- Exercise description
Reproduce precisely the lines of the listing below, starting with the line that contains "middle dip: (547, 356)" and stopping after the line that contains "index dip: (552, 447)"; include nothing else.

- Information supplied
'''
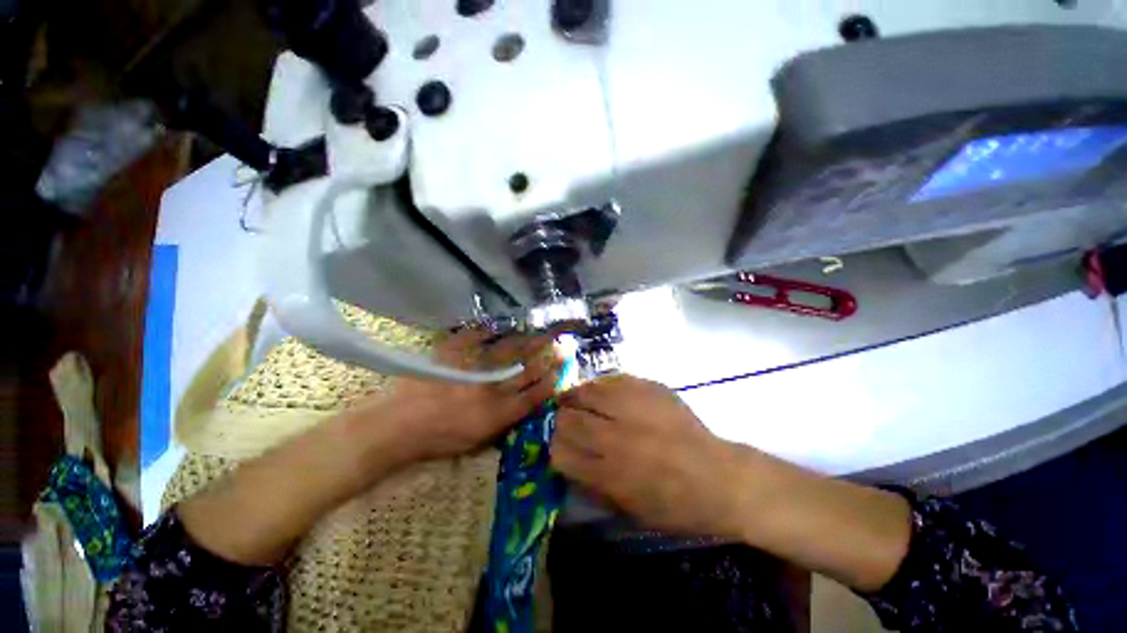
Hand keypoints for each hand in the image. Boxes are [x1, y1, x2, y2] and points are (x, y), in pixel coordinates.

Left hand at [360, 329, 561, 464]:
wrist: (395, 426)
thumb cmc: (436, 441)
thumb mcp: (476, 443)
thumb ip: (503, 423)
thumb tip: (521, 405)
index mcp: (496, 415)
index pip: (533, 395)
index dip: (550, 381)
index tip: (562, 368)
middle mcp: (490, 389)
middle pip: (526, 370)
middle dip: (547, 356)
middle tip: (562, 342)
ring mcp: (472, 369)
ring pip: (508, 352)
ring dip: (527, 342)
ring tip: (540, 332)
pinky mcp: (452, 354)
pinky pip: (475, 338)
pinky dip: (488, 331)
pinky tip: (498, 326)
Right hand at [553, 375, 912, 590]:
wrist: (721, 477)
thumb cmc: (677, 505)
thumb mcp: (629, 510)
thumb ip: (592, 484)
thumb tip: (566, 461)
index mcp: (608, 473)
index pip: (559, 453)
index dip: (552, 447)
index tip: (555, 445)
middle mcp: (615, 437)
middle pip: (567, 419)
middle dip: (559, 420)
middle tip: (562, 419)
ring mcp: (632, 408)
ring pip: (585, 392)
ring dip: (574, 397)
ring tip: (574, 398)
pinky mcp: (648, 388)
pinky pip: (610, 379)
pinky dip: (599, 385)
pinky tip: (601, 390)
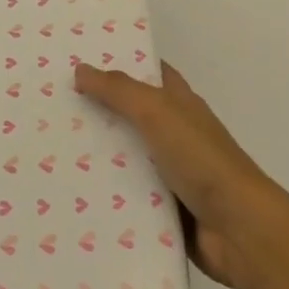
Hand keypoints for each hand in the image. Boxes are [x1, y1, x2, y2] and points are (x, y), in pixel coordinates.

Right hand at [73, 60, 281, 288]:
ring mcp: (170, 172)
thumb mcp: (158, 112)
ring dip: (97, 155)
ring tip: (49, 149)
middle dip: (97, 109)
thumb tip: (81, 69)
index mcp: (179, 102)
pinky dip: (107, 193)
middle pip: (131, 114)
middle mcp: (175, 132)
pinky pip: (128, 195)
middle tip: (52, 105)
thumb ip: (120, 90)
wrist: (238, 229)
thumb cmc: (200, 158)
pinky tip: (72, 193)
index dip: (118, 62)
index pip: (147, 72)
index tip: (79, 59)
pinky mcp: (163, 208)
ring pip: (126, 156)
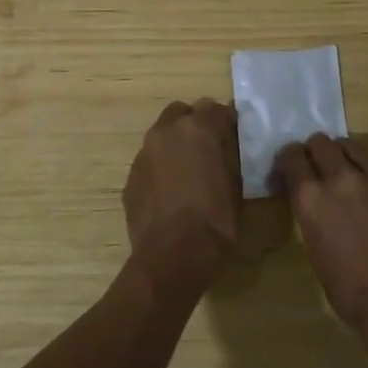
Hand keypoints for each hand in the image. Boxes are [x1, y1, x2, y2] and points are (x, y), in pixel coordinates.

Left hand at [123, 99, 242, 299]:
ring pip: (162, 136)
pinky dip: (161, 167)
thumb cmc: (214, 222)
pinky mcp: (130, 177)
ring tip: (189, 172)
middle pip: (182, 113)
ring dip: (176, 145)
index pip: (216, 108)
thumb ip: (232, 156)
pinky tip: (171, 192)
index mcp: (197, 129)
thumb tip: (230, 145)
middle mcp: (166, 132)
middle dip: (196, 124)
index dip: (228, 122)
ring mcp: (143, 154)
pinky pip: (150, 161)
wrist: (171, 259)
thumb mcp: (237, 186)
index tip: (236, 137)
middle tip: (210, 149)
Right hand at [271, 135, 367, 339]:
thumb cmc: (351, 292)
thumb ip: (314, 217)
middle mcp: (341, 178)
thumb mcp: (316, 251)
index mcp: (311, 197)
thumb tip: (317, 207)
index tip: (287, 173)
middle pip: (321, 142)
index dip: (287, 161)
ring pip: (353, 146)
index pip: (291, 155)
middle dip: (315, 151)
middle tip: (317, 168)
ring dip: (344, 155)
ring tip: (347, 172)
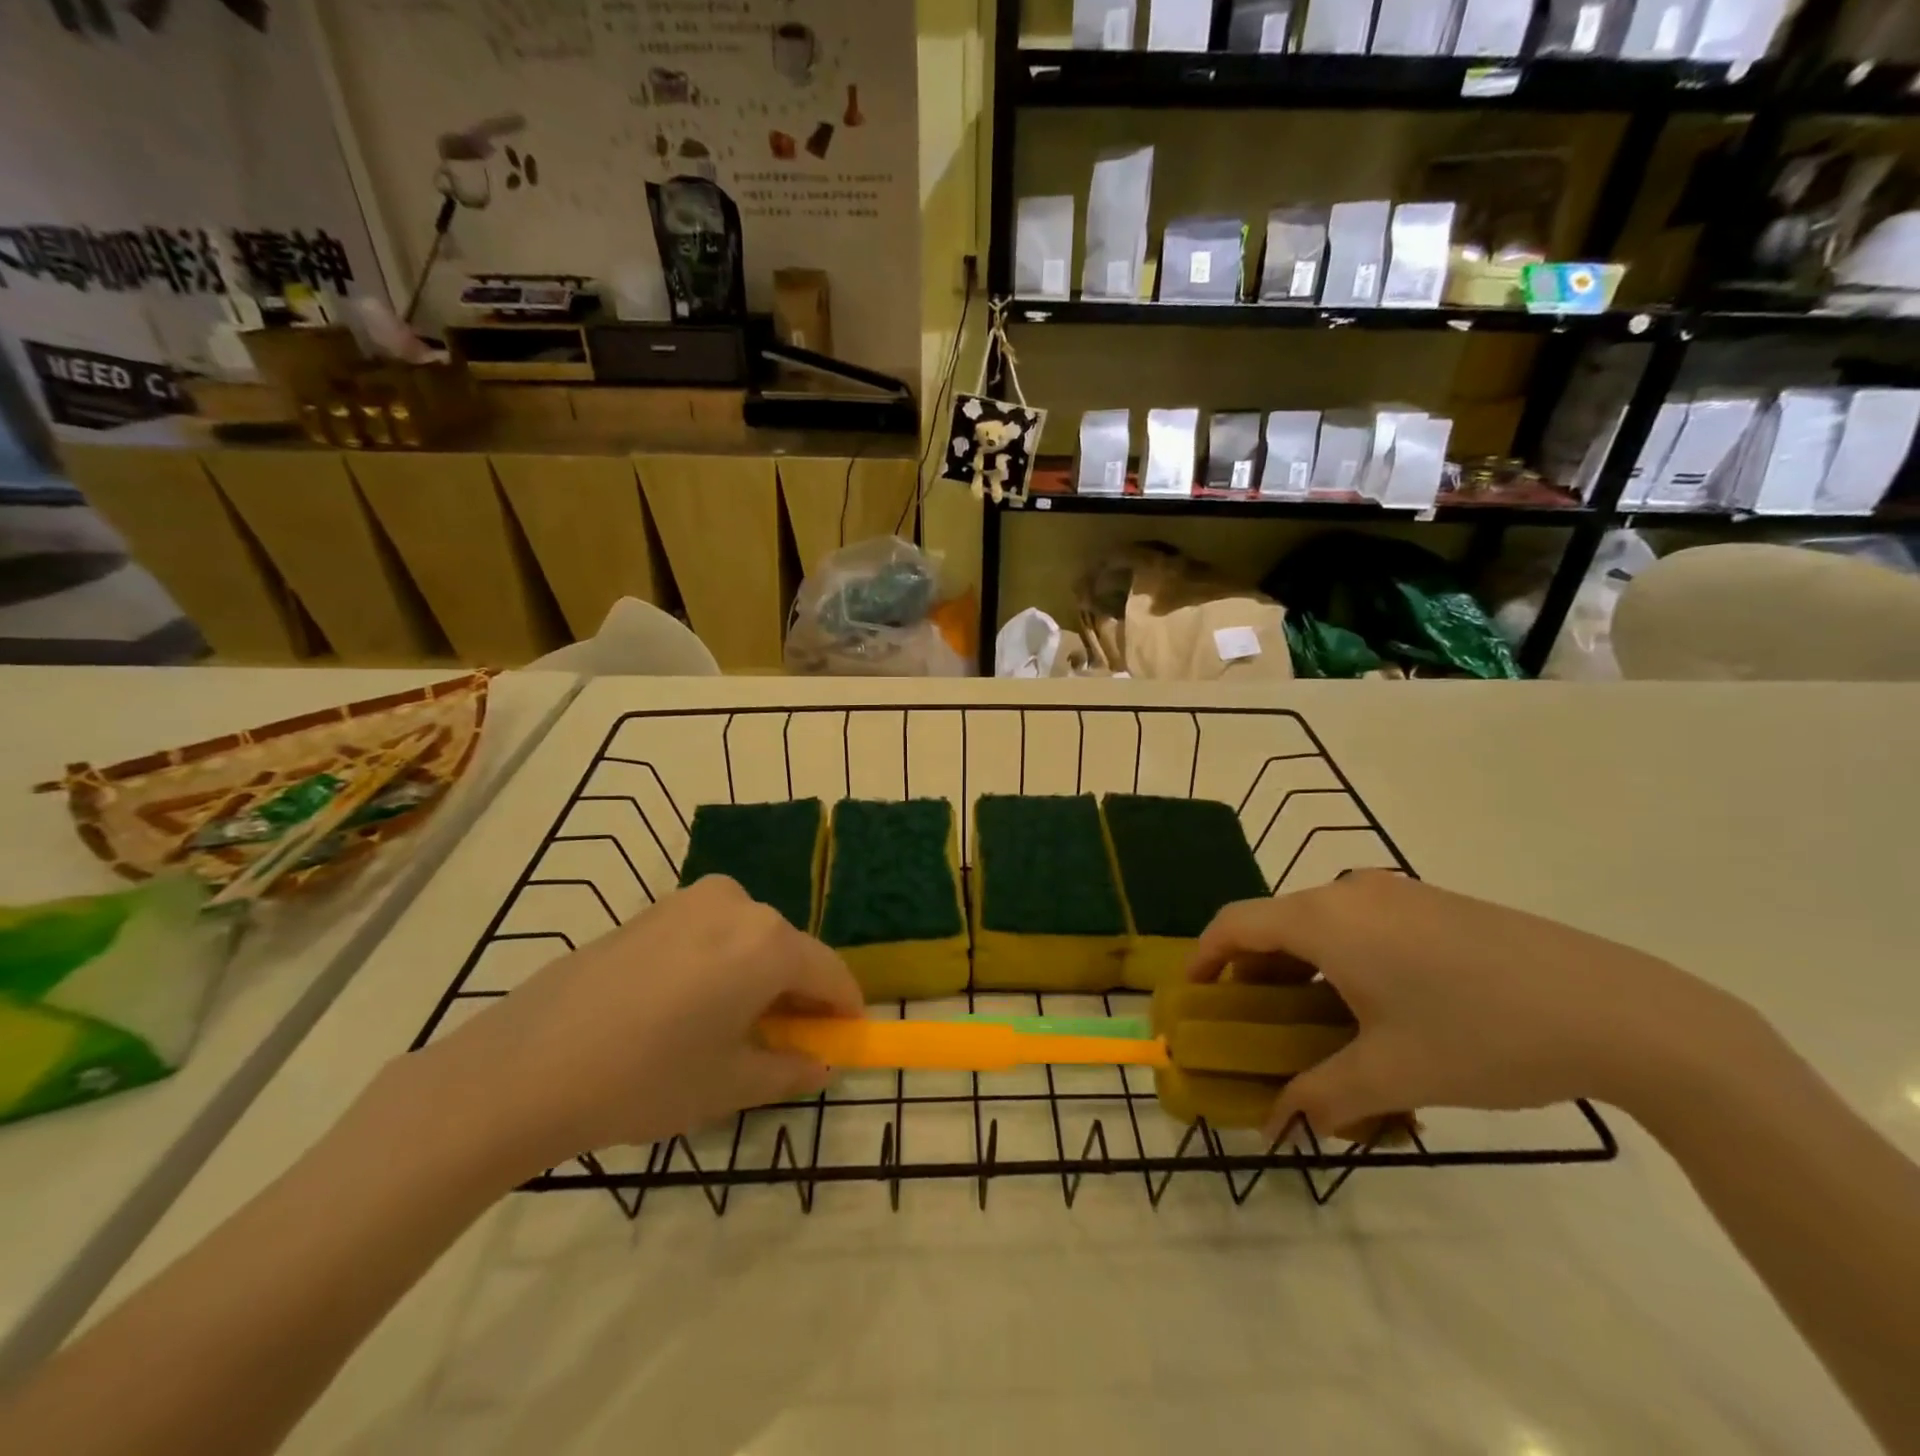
'''
- Result for this exercise
middle dip: (547, 356)
middle tip: (562, 342)
ring mcp: (472, 369)
ring pip: (508, 352)
ring dip: (527, 342)
ring tip: (540, 332)
pinky mcp: (452, 354)
pinky pip: (475, 338)
pinky dip: (488, 331)
pinky tip: (498, 326)
Right hand at [553, 375, 912, 590]:
wrist: (721, 477)
thumb cmc: (677, 505)
thumb mcp: (629, 510)
thumb ip: (592, 484)
thumb tip: (566, 461)
index mcp: (608, 473)
index pip: (559, 453)
index dip: (552, 447)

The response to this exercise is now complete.